There was grumbling about this to be sure but I suspect the fans decided to put all of their anger on Nikki and Paulo who they considered symbolic of everything that was bad about Season 3. And while that’s understandable, it’s also a sad sign of the often toxic nature of fandom to put blame where it doesn’t belong. And considering Cuse and Lindelof realized this was a dead end, they decided to cut bait. They would do so a couple of other times on storylines that didn’t work but rarely was it as heavy handed and nasty as it was with Nikki and Paulo.
It may be an exaggeration that Nikki and Paulo died for the sins of the fanbase but they definitely did because of the writers. And perhaps that’s why I’m going to keep rewatching Expose every time I rewatch the series. Not because the episode deserves it or even because I think the characters deserved better.

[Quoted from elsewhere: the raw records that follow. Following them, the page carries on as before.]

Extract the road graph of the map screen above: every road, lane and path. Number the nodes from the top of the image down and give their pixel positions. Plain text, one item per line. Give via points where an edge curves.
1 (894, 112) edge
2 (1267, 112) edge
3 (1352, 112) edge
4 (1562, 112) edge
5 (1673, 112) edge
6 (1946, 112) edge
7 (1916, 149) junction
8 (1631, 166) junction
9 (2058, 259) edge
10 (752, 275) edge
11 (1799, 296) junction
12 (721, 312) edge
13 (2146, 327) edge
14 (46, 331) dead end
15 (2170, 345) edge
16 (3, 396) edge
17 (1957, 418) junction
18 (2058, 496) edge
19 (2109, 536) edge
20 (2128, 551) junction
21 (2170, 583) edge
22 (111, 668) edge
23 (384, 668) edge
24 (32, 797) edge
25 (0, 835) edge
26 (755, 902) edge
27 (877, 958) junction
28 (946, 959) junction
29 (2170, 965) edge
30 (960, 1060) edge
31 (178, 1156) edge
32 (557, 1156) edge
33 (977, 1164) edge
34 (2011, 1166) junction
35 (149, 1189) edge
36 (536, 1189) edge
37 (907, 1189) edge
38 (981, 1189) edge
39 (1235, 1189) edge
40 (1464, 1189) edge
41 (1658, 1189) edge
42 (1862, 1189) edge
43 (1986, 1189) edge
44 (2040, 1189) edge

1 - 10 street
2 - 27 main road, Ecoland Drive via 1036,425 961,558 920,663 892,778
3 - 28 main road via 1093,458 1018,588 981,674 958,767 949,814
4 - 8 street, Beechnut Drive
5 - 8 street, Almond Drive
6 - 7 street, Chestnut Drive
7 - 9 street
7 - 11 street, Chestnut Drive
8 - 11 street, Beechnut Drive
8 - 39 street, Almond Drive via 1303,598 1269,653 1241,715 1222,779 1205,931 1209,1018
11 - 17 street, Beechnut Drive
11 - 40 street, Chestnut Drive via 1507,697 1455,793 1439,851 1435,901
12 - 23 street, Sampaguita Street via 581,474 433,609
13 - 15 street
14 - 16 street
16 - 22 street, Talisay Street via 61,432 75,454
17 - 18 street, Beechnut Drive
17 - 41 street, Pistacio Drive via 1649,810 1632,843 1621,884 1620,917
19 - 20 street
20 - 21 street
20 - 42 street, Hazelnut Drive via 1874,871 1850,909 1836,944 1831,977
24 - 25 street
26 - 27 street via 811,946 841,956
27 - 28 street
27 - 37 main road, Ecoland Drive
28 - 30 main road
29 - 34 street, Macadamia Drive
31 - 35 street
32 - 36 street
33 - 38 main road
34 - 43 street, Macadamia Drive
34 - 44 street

No it’s because sometimes you need to be reminded of the nasty nature of fandom and the petty grievances that cause so many characters to take abuse they don’t deserve and suffer the virtual slings and arrows of the internet. And it does remind viewers of Lost that sometimes you have to bear some horrible and nasty stories before things get better. Immediately after this episode Lost went into its homestretch that rejuvenated the series creatively and led to the incredible second half of the show that ranks with some of the greatest television of the era. The writers would almost never step wrong from that point right up until the very end. It doesn’t make Nikki and Paulo’s deaths any less unpleasant or the fan base’s treatment any more called for but that’s what even the best TV is like.